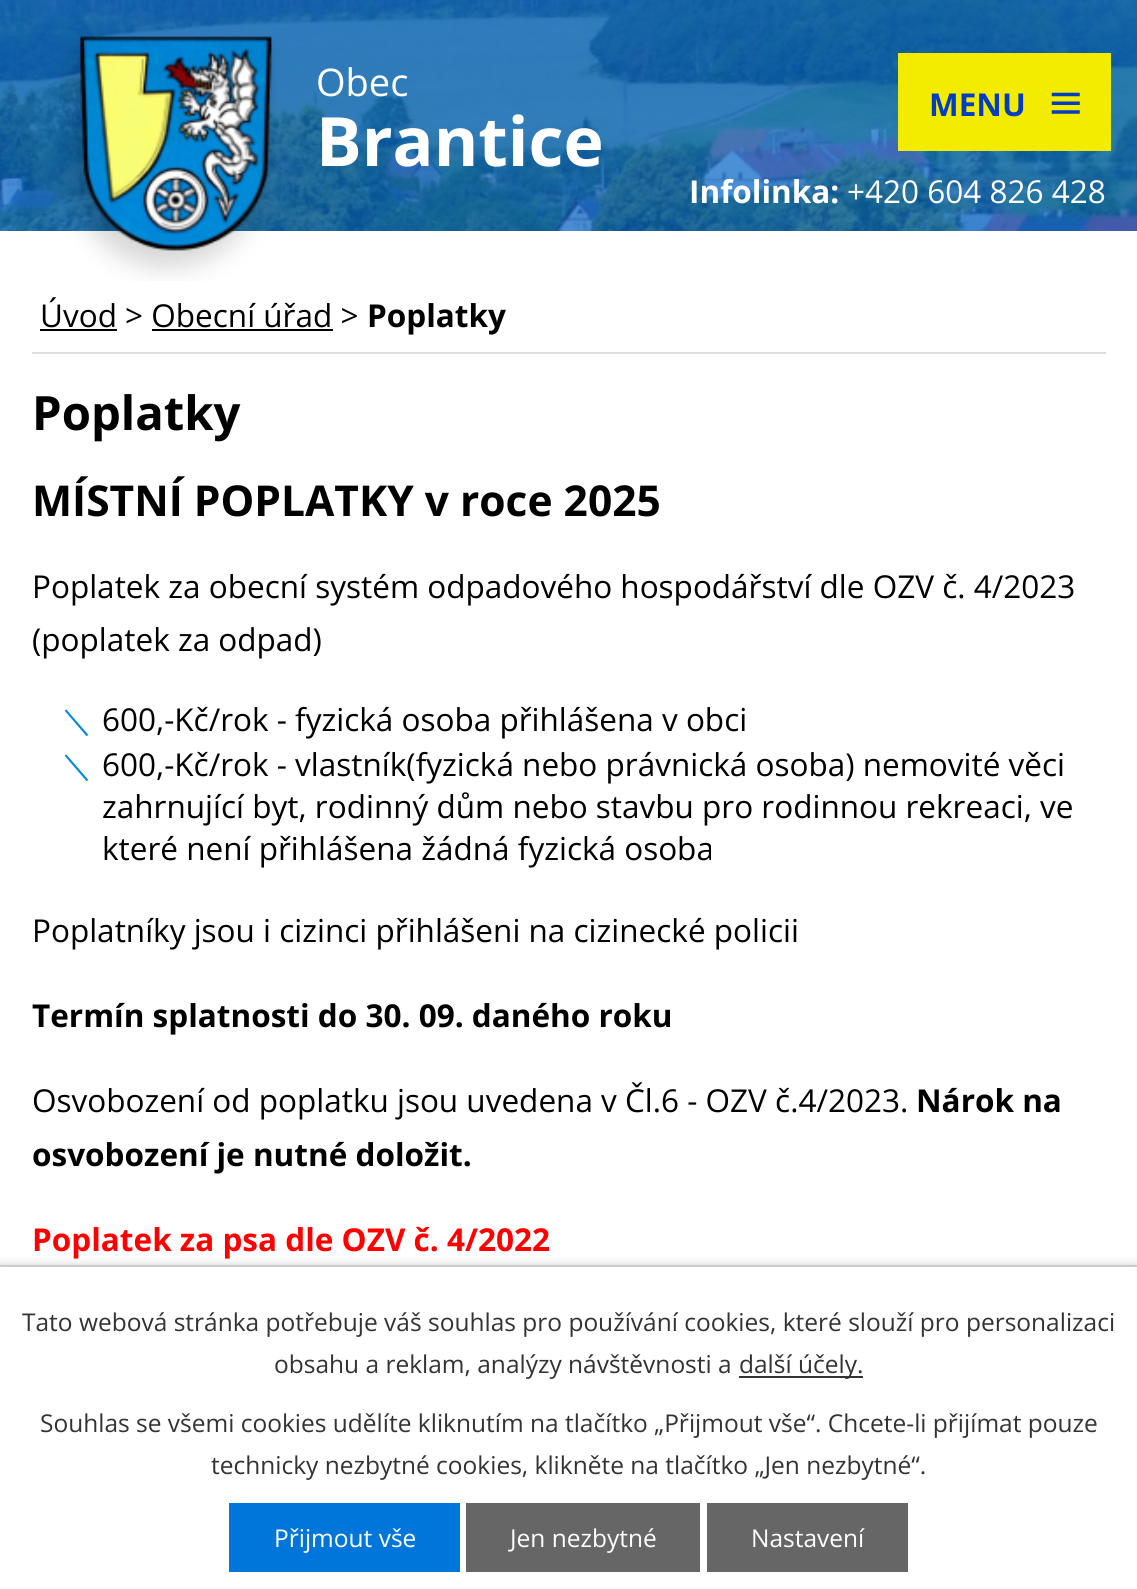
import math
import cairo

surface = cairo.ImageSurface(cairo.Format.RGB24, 1137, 1589)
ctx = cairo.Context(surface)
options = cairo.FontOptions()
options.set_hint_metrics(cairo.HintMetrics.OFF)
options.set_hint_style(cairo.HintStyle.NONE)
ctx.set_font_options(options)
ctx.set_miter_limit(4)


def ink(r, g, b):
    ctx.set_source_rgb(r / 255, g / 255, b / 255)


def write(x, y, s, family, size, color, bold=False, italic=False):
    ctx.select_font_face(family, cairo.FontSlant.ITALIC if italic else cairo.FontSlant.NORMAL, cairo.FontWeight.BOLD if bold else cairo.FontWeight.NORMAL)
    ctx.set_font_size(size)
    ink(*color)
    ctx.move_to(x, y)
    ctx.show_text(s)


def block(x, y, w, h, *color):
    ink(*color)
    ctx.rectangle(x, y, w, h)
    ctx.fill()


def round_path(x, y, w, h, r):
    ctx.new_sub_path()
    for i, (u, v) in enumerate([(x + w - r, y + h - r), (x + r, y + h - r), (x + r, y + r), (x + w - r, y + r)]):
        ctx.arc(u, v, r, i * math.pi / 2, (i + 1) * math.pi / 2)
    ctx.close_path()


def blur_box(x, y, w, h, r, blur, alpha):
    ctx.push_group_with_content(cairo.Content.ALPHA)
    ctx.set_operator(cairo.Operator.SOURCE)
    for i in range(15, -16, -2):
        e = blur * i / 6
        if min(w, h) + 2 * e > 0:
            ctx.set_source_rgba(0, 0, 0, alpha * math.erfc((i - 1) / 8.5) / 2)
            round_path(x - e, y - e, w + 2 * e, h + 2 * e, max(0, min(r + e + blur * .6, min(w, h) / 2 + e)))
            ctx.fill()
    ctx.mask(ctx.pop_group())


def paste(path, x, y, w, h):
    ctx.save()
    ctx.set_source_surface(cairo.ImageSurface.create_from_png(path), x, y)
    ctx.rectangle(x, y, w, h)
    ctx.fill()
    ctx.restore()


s1 = dict(family="Open Sans", size=38, color=(255, 255, 255))
s2 = dict(family="Open Sans", size=68, color=(255, 255, 255), bold=True)
s3 = dict(family="Open Sans", size=31.5, color=(255, 255, 255), bold=True)
s4 = dict(family="Open Sans", size=31.5, color=(255, 255, 255))
s5 = dict(family="Open Sans", size=31.5, color=(0, 61, 195), bold=True)
s6 = dict(family="Open Sans", size=31.5, color=(0, 0, 0))
s7 = dict(family="Open Sans", size=31.5, color=(0, 0, 0), bold=True)
s8 = dict(family="Open Sans", size=47.25, color=(0, 0, 0), bold=True)
s9 = dict(family="Open Sans", size=42.5, color=(0, 0, 0), bold=True)
s10 = dict(family="WenQuanYi Zen Hei Medium", size=31.5, color=(3, 135, 217))
s11 = dict(family="Open Sans", size=31.5, color=(255, 0, 0), bold=True)
s12 = dict(family="Open Sans", size=24.5, color=(51, 51, 51))
s13 = dict(family="Open Sans", size=24.5, color=(255, 255, 255))

ink(255, 255, 255)
ctx.paint()
paste("pic1.png", 0, 0, 1137, 231)
paste("pic2.png", 59, 36, 217, 245)
write(316, 96, "Obec", **s1)
write(316, 166, "Brantice", **s2)
write(689, 203, "Infolinka:", **s3)
write(847, 203, "+420 604 826 428", **s4)
block(898, 53, 213, 98, 243, 236, 0)
write(929, 116, "MENU", **s5)
paste("pic3.png", 1051, 92, 29, 22)
block(32, 352, 1074, 2, 222, 222, 222)
write(40, 327, "Úvod > Obecní úřad >", **s6)
block(40, 329, 77, 2, 0, 0, 0)
write(367, 327, "Poplatky", **s7)
block(152, 329, 181, 2, 0, 0, 0)
write(32, 430, "Poplatky", **s8)
write(32, 516, "MÍSTNÍ POPLATKY v roce 2025", **s9)
write(32, 598, "Poplatek za obecní systém odpadového hospodářství dle OZV č. 4/2023", **s6)
write(32, 651, "(poplatek za odpad)", **s6)
write(61, 731, "＼", **s10)
write(102, 731, "600,-Kč/rok - fyzická osoba přihlášena v obci", **s6)
write(61, 776, "＼", **s10)
write(102, 776, "600,-Kč/rok - vlastník(fyzická nebo právnická osoba) nemovité věci", **s6)
write(102, 818, "zahrnující byt, rodinný dům nebo stavbu pro rodinnou rekreaci, ve", **s6)
write(102, 860, "které není přihlášena žádná fyzická osoba", **s6)
write(32, 942, "Poplatníky jsou i cizinci přihlášeni na cizinecké policii", **s6)
write(32, 1027, "Termín splatnosti do 30. 09. daného roku", **s7)
write(32, 1112, "Osvobození od poplatku jsou uvedena v Čl.6 - OZV č.4/2023.", **s6)
write(916, 1112, "Nárok na", **s7)
write(32, 1166, "osvobození je nutné doložit.", **s7)
write(32, 1251, "Poplatek za psa dle OZV č. 4/2022", **s11)
ink(0, 0, 0)
blur_box(0, 1265, 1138, 324, 0, 4.5, 0.2)
block(0, 1267, 1137, 322, 255, 255, 255)
block(0, 1265, 1137, 2, 204, 204, 204)
write(22, 1331, "Tato webová stránka potřebuje váš souhlas pro používání cookies, které slouží pro personalizaci", **s12)
write(274, 1373, "obsahu a reklam, analýzy návštěvnosti a", **s12)
block(739, 1376, 124, 2, 51, 51, 51)
write(739, 1373, "další účely.", **s12)
write(40, 1432, "Souhlas se všemi cookies udělíte kliknutím na tlačítko „Přijmout vše“. Chcete-li přijímat pouze", **s12)
write(211, 1474, "technicky nezbytné cookies, klikněte na tlačítko „Jen nezbytné“.", **s12)
block(229, 1503, 231, 69, 0, 117, 218)
write(274, 1547, "Přijmout vše", **s13)
block(466, 1503, 234, 69, 102, 102, 102)
write(510, 1547, "Jen nezbytné", **s13)
block(707, 1503, 201, 69, 102, 102, 102)
write(751, 1547, "Nastavení", **s13)
surface.write_to_png("screenshot.png")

^^^^^^^^^^^^^^^^

**Task objective**
Out of the entries above, write out only the lines between the line holding "ctx.set_font_size(size)" and the line holding "for i, (u, v)", inclusive, each exactly as given.

**Solution for this task**
    ctx.set_font_size(size)
    ink(*color)
    ctx.move_to(x, y)
    ctx.show_text(s)


def block(x, y, w, h, *color):
    ink(*color)
    ctx.rectangle(x, y, w, h)
    ctx.fill()


def round_path(x, y, w, h, r):
    ctx.new_sub_path()
    for i, (u, v) in enumerate([(x + w - r, y + h - r), (x + r, y + h - r), (x + r, y + r), (x + w - r, y + r)]):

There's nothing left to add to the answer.